Desarrollo de la información
El 27 de mayo de 2026, un ciudadano solicitó a la Cancillería, mediante la Plataforma Nacional de Transparencia, acceso a los documentos oficiales intercambiados entre México y Estados Unidos sobre las investigaciones a Rocha Moya y al senador Enrique Inzunza Cázarez. En respuesta, el Comité de Transparencia de la SRE aprobó por unanimidad, el 23 de junio, la resolución CTA-208/2026, que clasificó como reservada por cinco años una amplia lista de materiales: oficios, notas verbales, correos institucionales, fichas informativas, minutas de reuniones y comunicaciones diplomáticas relativas a los mecanismos de cooperación bilateral. El argumento central de la dependencia fue que divulgar esos documentos podría menoscabar la conducción de las relaciones internacionales del Estado mexicano y debilitar la confianza necesaria con las autoridades estadounidenses.
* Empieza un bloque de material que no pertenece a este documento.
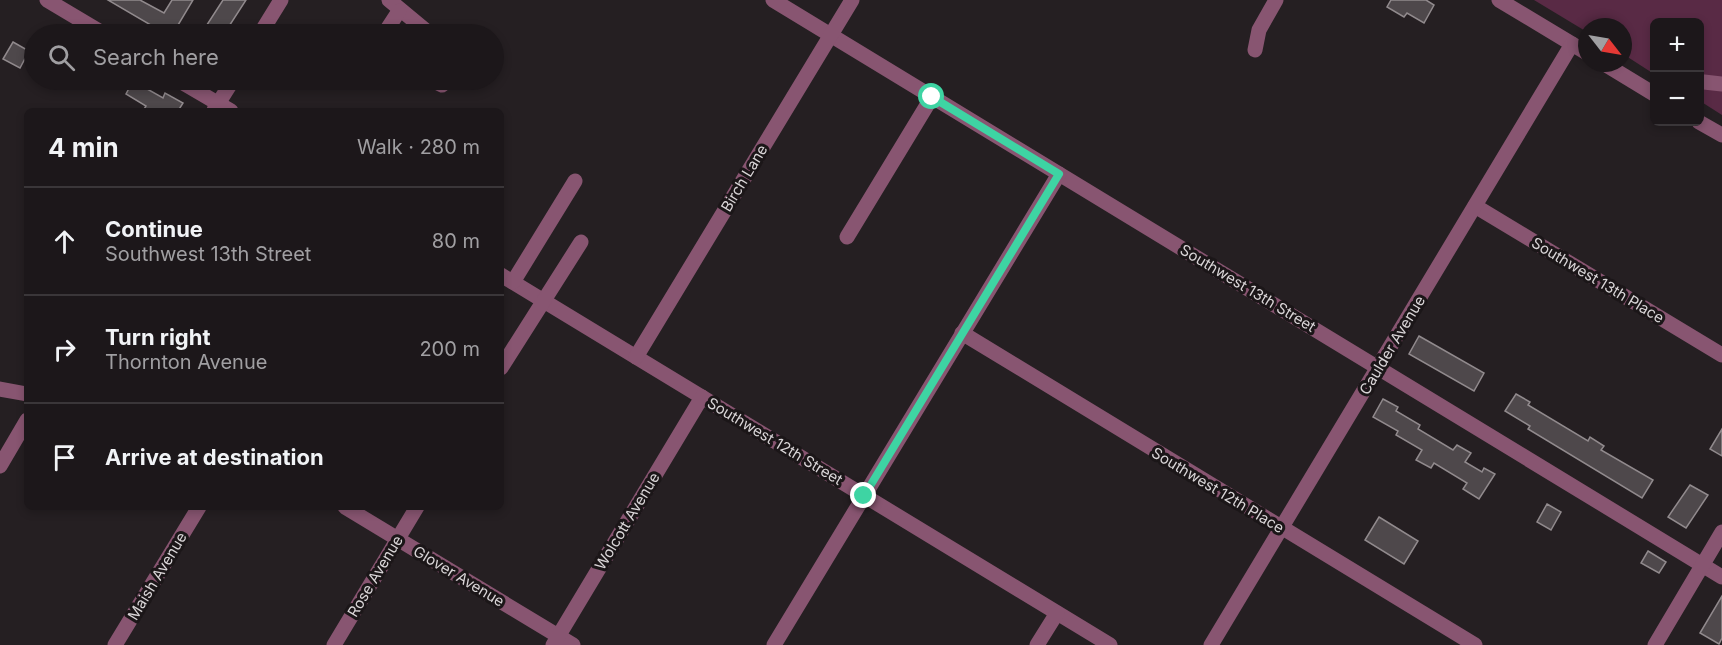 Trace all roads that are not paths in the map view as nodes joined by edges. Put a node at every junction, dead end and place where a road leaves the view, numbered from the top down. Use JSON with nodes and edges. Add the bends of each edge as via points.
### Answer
{"nodes":[{"id":1,"x":46,"y":0,"type":"edge"},
{"id":2,"x":281,"y":0,"type":"edge"},
{"id":3,"x":773,"y":0,"type":"edge"},
{"id":4,"x":852,"y":0,"type":"edge"},
{"id":5,"x":1276,"y":0,"type":"edge"},
{"id":6,"x":1499,"y":0,"type":"edge"},
{"id":7,"x":394,"y":6,"type":"edge"},
{"id":8,"x":87,"y":24,"type":"edge"},
{"id":9,"x":266,"y":24,"type":"edge"},
{"id":10,"x":388,"y":24,"type":"edge"},
{"id":11,"x":417,"y":24,"type":"edge"},
{"id":12,"x":830,"y":35,"type":"junction"},
{"id":13,"x":1572,"y":44,"type":"junction"},
{"id":14,"x":1578,"y":48,"type":"edge"},
{"id":15,"x":1255,"y":50,"type":"dead end"},
{"id":16,"x":1618,"y":72,"type":"edge"},
{"id":17,"x":1704,"y":82,"type":"dead end"},
{"id":18,"x":1722,"y":84,"type":"edge"},
{"id":19,"x":193,"y":90,"type":"edge"},
{"id":20,"x":229,"y":90,"type":"edge"},
{"id":21,"x":1650,"y":92,"type":"edge"},
{"id":22,"x":932,"y":97,"type":"junction"},
{"id":23,"x":221,"y":108,"type":"edge"},
{"id":24,"x":1704,"y":125,"type":"edge"},
{"id":25,"x":1722,"y":135,"type":"edge"},
{"id":26,"x":1059,"y":174,"type":"junction"},
{"id":27,"x":575,"y":182,"type":"dead end"},
{"id":28,"x":1475,"y":206,"type":"junction"},
{"id":29,"x":847,"y":237,"type":"dead end"},
{"id":30,"x":581,"y":242,"type":"dead end"},
{"id":31,"x":507,"y":279,"type":"edge"},
{"id":32,"x":542,"y":300,"type":"junction"},
{"id":33,"x":962,"y":333,"type":"junction"},
{"id":34,"x":1722,"y":355,"type":"edge"},
{"id":35,"x":636,"y":357,"type":"junction"},
{"id":36,"x":504,"y":363,"type":"edge"},
{"id":37,"x":1378,"y":367,"type":"junction"},
{"id":38,"x":0,"y":389,"type":"edge"},
{"id":39,"x":24,"y":393,"type":"edge"},
{"id":40,"x":702,"y":397,"type":"junction"},
{"id":41,"x":24,"y":425,"type":"edge"},
{"id":42,"x":0,"y":466,"type":"edge"},
{"id":43,"x":864,"y":496,"type":"junction"},
{"id":44,"x":197,"y":510,"type":"edge"},
{"id":45,"x":350,"y":510,"type":"edge"},
{"id":46,"x":415,"y":510,"type":"edge"},
{"id":47,"x":1281,"y":528,"type":"junction"},
{"id":48,"x":1722,"y":532,"type":"edge"},
{"id":49,"x":398,"y":539,"type":"junction"},
{"id":50,"x":1703,"y":563,"type":"junction"},
{"id":51,"x":1722,"y":577,"type":"edge"},
{"id":52,"x":1057,"y":613,"type":"junction"},
{"id":53,"x":556,"y":641,"type":"edge"},
{"id":54,"x":115,"y":645,"type":"edge"},
{"id":55,"x":334,"y":645,"type":"edge"},
{"id":56,"x":573,"y":645,"type":"edge"},
{"id":57,"x":774,"y":645,"type":"edge"},
{"id":58,"x":1037,"y":645,"type":"edge"},
{"id":59,"x":1110,"y":645,"type":"edge"},
{"id":60,"x":1211,"y":645,"type":"edge"},
{"id":61,"x":1475,"y":645,"type":"edge"},
{"id":62,"x":1654,"y":645,"type":"edge"}],
"edges":[{"from":1,"to":8,"type":"street"},
{"from":2,"to":9,"type":"street"},
{"from":3,"to":12,"type":"street","name":"Southwest 13th Street"},
{"from":4,"to":12,"type":"street","name":"Birch Lane"},
{"from":5,"to":15,"type":"street","via":[[1258,30]]},
{"from":6,"to":13,"type":"street"},
{"from":7,"to":10,"type":"street"},
{"from":7,"to":11,"type":"street"},
{"from":12,"to":22,"type":"street","name":"Southwest 13th Street"},
{"from":12,"to":35,"type":"street","name":"Birch Lane"},
{"from":13,"to":14,"type":"street"},
{"from":13,"to":28,"type":"street","name":"Caulder Avenue"},
{"from":16,"to":21,"type":"street"},
{"from":17,"to":18,"type":"street"},
{"from":19,"to":23,"type":"street"},
{"from":20,"to":23,"type":"street"},
{"from":22,"to":26,"type":"street","name":"Southwest 13th Street"},
{"from":22,"to":29,"type":"street"},
{"from":24,"to":25,"type":"street"},
{"from":26,"to":33,"type":"street"},
{"from":26,"to":37,"type":"street","name":"Southwest 13th Street"},
{"from":27,"to":31,"type":"street"},
{"from":28,"to":34,"type":"street","name":"Southwest 13th Place"},
{"from":28,"to":37,"type":"street","name":"Caulder Avenue"},
{"from":30,"to":32,"type":"street"},
{"from":31,"to":32,"type":"street","name":"Southwest 12th Street"},
{"from":32,"to":35,"type":"street","name":"Southwest 12th Street"},
{"from":32,"to":36,"type":"street"},
{"from":33,"to":43,"type":"street"},
{"from":33,"to":47,"type":"street","name":"Southwest 12th Place"},
{"from":35,"to":40,"type":"street","name":"Southwest 12th Street"},
{"from":37,"to":47,"type":"street","name":"Caulder Avenue"},
{"from":37,"to":50,"type":"street","name":"Southwest 13th Street"},
{"from":38,"to":39,"type":"street"},
{"from":40,"to":43,"type":"street","name":"Southwest 12th Street"},
{"from":40,"to":53,"type":"street","name":"Wolcott Avenue"},
{"from":41,"to":42,"type":"street"},
{"from":43,"to":52,"type":"street","name":"Southwest 12th Street"},
{"from":43,"to":57,"type":"street"},
{"from":44,"to":54,"type":"street","name":"Maish Avenue"},
{"from":45,"to":49,"type":"street","name":"Glover Avenue"},
{"from":46,"to":49,"type":"street","name":"Rose Avenue"},
{"from":47,"to":60,"type":"street","name":"Caulder Avenue"},
{"from":47,"to":61,"type":"street","name":"Southwest 12th Place"},
{"from":48,"to":50,"type":"street"},
{"from":49,"to":53,"type":"street","name":"Glover Avenue"},
{"from":49,"to":55,"type":"street","name":"Rose Avenue"},
{"from":50,"to":51,"type":"street","name":"Southwest 13th Street"},
{"from":50,"to":62,"type":"street"},
{"from":52,"to":58,"type":"street"},
{"from":52,"to":59,"type":"street","name":"Southwest 12th Street"},
{"from":53,"to":56,"type":"street","name":"Glover Avenue"}]}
La noticia de la reserva se hizo pública a inicios de julio y generó cuestionamientos inmediatos. El 8 de julio, tras una instrucción de la presidenta Sheinbaum, la SRE dio marcha atrás de forma parcial y publicó tres documentos vinculados a las solicitudes de detención provisional con fines de extradición: un oficio de extrañamiento dirigido a la embajada estadounidense, un documento de líneas de comunicación con la postura del gobierno mexicano y una ficha con los cargos formulados por la Fiscalía Federal del Distrito Sur de Nueva York. La apertura, sin embargo, no fue total: la Cancillería precisó que las notas diplomáticas ligadas a expedientes judiciales permanecerían clasificadas por su naturaleza.
De forma paralela y en un expediente separado, la FGR también aplicó una reserva. Mediante el oficio FGR/UETAG/003383/2026, su Comité de Transparencia confirmó el 25 de junio la clasificación por cinco años —es decir, hasta 2031— del cuestionario que el Ministerio Público federal formuló a Rocha Moya en mayo. La Fiscalía argumentó que difundir esas preguntas expondría sus líneas de investigación y los medios de prueba que reúne para decidir si ejerce o no la acción penal.
¿Qué dicen las fuentes?
Los documentos difundidos por la SRE el 8 de julio revelaron la postura formal del gobierno mexicano. En el oficio ASJ-22632, del 30 de abril, la Dirección General de Asuntos Jurídicos de la Cancillería expresó a la embajada de Estados Unidos su preocupación por la revelación pública de los cargos y los nombres de los señalados, difundida un día antes por la fiscalía neoyorquina. Según la SRE, esa información es sensible en materia de procuración de justicia y su divulgación anticipada vulneraría los derechos de las personas reclamadas antes de que fueran detenidas y sometidas al procedimiento de extradición.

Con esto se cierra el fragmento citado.